Great shot.  You just want to give it a hug.


----------



## DLeeT (Mar 22, 2014)

Looks like this thread is winding down, so wanted to thank each and every one for all the great shots and comments.  It has been much fun!  

Cheers, Lee


----------



## nzmacro (Mar 24, 2014)

Not so quick Lee 

White faced Heron



Damn ear wax !!




That one I call the "Head butt"




"I know I left it in there somewhere"

All the best Lee and don't start me on the Kingfisher ;-)

Danny.


----------



## DLeeT (Mar 24, 2014)

nzmacro said:


> Not so quick Lee
> 
> White faced Heron
> 
> ...


--------------------------------------------------------------------------------------------------------

WELCOME TO THE FORUM, DANNY!  AND POST A FEW OF YOUR KINGFISHERS!

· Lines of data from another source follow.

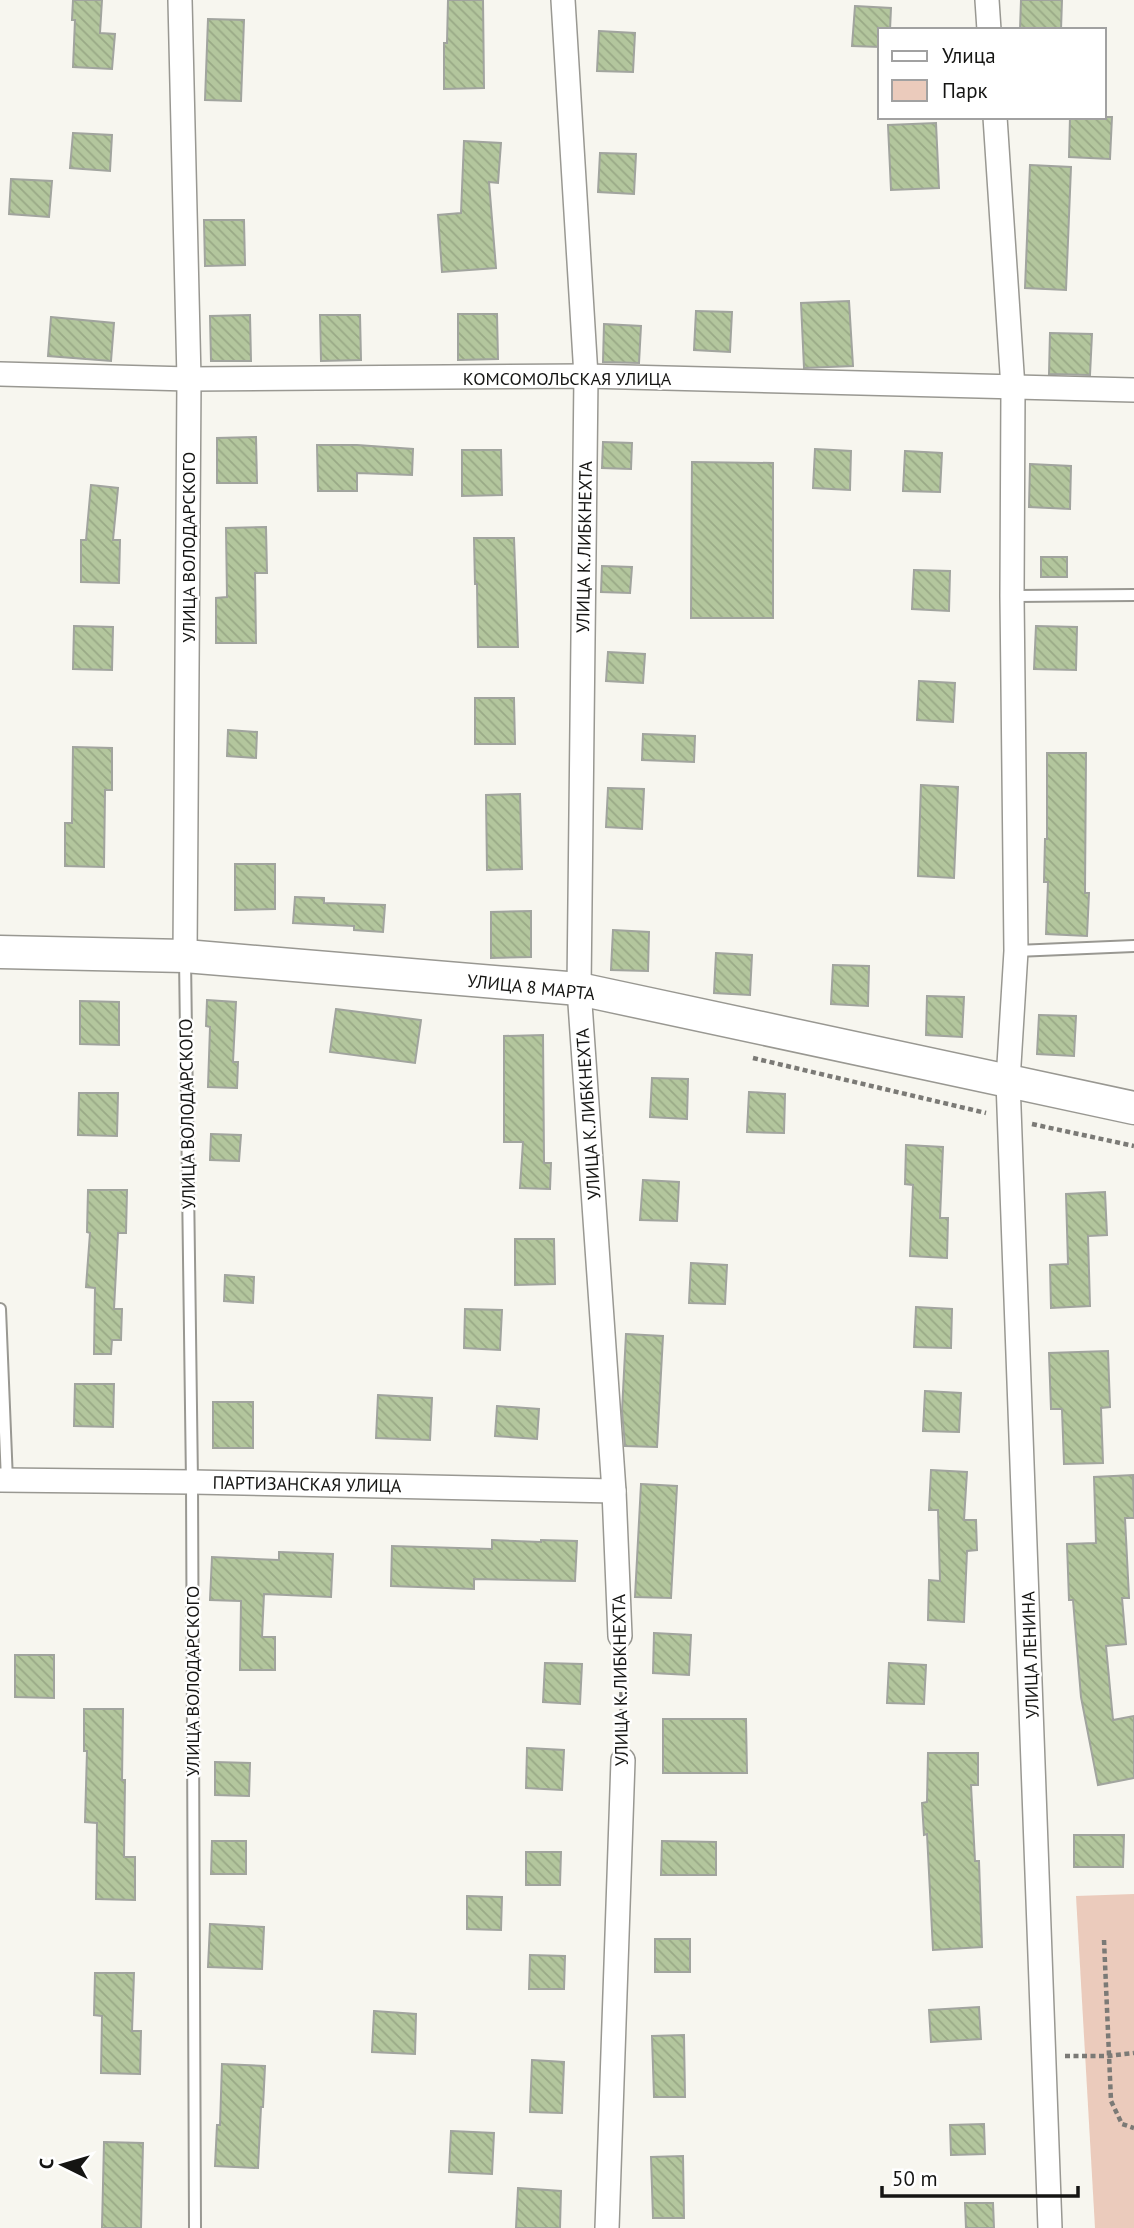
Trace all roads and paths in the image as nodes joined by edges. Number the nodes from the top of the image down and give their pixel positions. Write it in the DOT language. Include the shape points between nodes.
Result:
graph roads {
  1 [pos="180,0"];
  2 [pos="563,0"];
  3 [pos="987,0"];
  4 [pos="989,28"];
  5 [pos="995,119"];
  6 [pos="0,373"];
  7 [pos="586,376"];
  8 [pos="189,379"];
  9 [pos="1013,388"];
  10 [pos="1134,390"];
  11 [pos="1134,595"];
  12 [pos="1012,596"];
  13 [pos="1134,946"];
  14 [pos="1016,951"];
  15 [pos="0,952"];
  16 [pos="185,956"];
  17 [pos="579,989"];
  18 [pos="1008,1082"];
  19 [pos="1134,1108"];
  20 [pos="0,1308"];
  21 [pos="4,1480"];
  22 [pos="192,1482"];
  23 [pos="614,1491"];
  24 [pos="620,1636"];
  25 [pos="623,1760"];
  26 [pos="1104,1940"];
  27 [pos="1134,2053"];
  28 [pos="1108,2056"];
  29 [pos="1045,2057"];
  30 [pos="1134,2128"];
  31 [pos="195,2228"];
  32 [pos="607,2228"];
  33 [pos="1050,2228"];
  1 -- 8 [label="street, УЛИЦА ВОЛОДАРСКОГО"];
  2 -- 7 [label="street, УЛИЦА К.ЛИБКНЕХТА"];
  3 -- 4 [label="street"];
  5 -- 9 [label="street, УЛИЦА ЛЕНИНА"];
  6 -- 8 [label="street, КОМСОМОЛЬСКАЯ УЛИЦА"];
  7 -- 8 [label="street, КОМСОМОЛЬСКАЯ УЛИЦА"];
  7 -- 9 [label="street, КОМСОМОЛЬСКАЯ УЛИЦА"];
  7 -- 17 [label="street, УЛИЦА К.ЛИБКНЕХТА"];
  8 -- 16 [label="street, УЛИЦА ВОЛОДАРСКОГО"];
  9 -- 10 [label="street, КОМСОМОЛЬСКАЯ УЛИЦА"];
  9 -- 12 [label="street, УЛИЦА ЛЕНИНА"];
  11 -- 12 [label="lane"];
  12 -- 14 [label="street, УЛИЦА ЛЕНИНА"];
  13 -- 14 [label="lane"];
  14 -- 18 [label="street, УЛИЦА ЛЕНИНА"];
  15 -- 16 [label="main road, УЛИЦА 8 МАРТА"];
  16 -- 17 [label="main road, УЛИЦА 8 МАРТА"];
  16 -- 22 [label="lane, УЛИЦА ВОЛОДАРСКОГО"];
  17 -- 18 [label="main road, УЛИЦА 8 МАРТА"];
  17 -- 23 [label="street, УЛИЦА К.ЛИБКНЕХТА"];
  18 -- 19 [label="main road, УЛИЦА 8 МАРТА"];
  18 -- 29 [label="street, УЛИЦА ЛЕНИНА"];
  20 -- 21 [label="lane"];
  21 -- 22 [label="street, ПАРТИЗАНСКАЯ УЛИЦА"];
  22 -- 23 [label="street, ПАРТИЗАНСКАЯ УЛИЦА"];
  22 -- 31 [label="lane, УЛИЦА ВОЛОДАРСКОГО"];
  23 -- 24 [label="street, УЛИЦА К.ЛИБКНЕХТА"];
  24 -- 25 [label="path, УЛИЦА К.ЛИБКНЕХТА"];
  25 -- 32 [label="street, УЛИЦА К.ЛИБКНЕХТА"];
  26 -- 28 [label="path"];
  27 -- 28 [label="path"];
  28 -- 29 [label="path"];
  28 -- 30 [label="path" via="1111,2101 1122,2124"];
  29 -- 33 [label="street, УЛИЦА ЛЕНИНА"];
}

For the others on the forum, being a new guy myself, I mentioned this great forum to Danny.  Danny is a Kiwi and a superlative bird photographer, particularly BIFs. The really interesting thing is he does it all with old Canon legacy lenses: _manual focus_ and no IS.

Check out his stuff here:

Welcome to birds in action of the feathered kind

Flickr: birdsinaction's Photostream

He has been very helpful to me in my efforts and is as nice a gentleman as you will ever meet.   Lee


----------



## sm4him (Mar 24, 2014)

nzmacro said:


> Not so quick Lee
> 
> White faced Heron
> 
> ...



:lmao: ^That one is awesome!
Welcome to TPF, Danny!


----------



## sm4him (Mar 24, 2014)

This is the kind of thread that people will come back to once in awhile and post things. In fact, I wonder if maybe it should be moved to the Photo Themes section. If you want to pursue that, OP, I'd just check with a mod about moving it.

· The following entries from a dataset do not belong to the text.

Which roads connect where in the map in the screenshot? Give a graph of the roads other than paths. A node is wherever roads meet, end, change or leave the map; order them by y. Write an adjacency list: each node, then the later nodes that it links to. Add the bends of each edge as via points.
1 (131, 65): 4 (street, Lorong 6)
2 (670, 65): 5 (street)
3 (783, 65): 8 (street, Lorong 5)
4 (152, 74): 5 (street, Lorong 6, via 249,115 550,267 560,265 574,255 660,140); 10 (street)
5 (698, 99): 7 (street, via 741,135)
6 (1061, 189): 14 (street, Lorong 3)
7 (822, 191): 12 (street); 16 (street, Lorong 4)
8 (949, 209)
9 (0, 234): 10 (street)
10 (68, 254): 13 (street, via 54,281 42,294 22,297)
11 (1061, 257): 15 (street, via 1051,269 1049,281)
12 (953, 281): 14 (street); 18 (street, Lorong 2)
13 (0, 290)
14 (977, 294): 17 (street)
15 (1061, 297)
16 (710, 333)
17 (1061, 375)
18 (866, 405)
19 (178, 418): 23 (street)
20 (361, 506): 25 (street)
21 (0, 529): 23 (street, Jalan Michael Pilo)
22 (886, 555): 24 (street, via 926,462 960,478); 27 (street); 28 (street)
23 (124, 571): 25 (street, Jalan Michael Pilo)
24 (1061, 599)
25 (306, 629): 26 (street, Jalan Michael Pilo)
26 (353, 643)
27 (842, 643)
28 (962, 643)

This weekend, while going through some pictures I'd taken earlier in the week, I saw one that immediately made me think of this thread:


----------



## DLeeT (Mar 24, 2014)

sm4him said:


> This is the kind of thread that people will come back to once in awhile and post things. In fact, I wonder if maybe it should be moved to the Photo Themes section. If you want to pursue that, OP, I'd just check with a mod about moving it.
> 
> This weekend, while going through some pictures I'd taken earlier in the week, I saw one that immediately made me think of this thread:
> 
> View attachment 69326



-----------------------------------------------------------------------------
That is one great shot!  His feathers almost look soaked, which I thought didn't happen with waterfowl.  Thanks for adding.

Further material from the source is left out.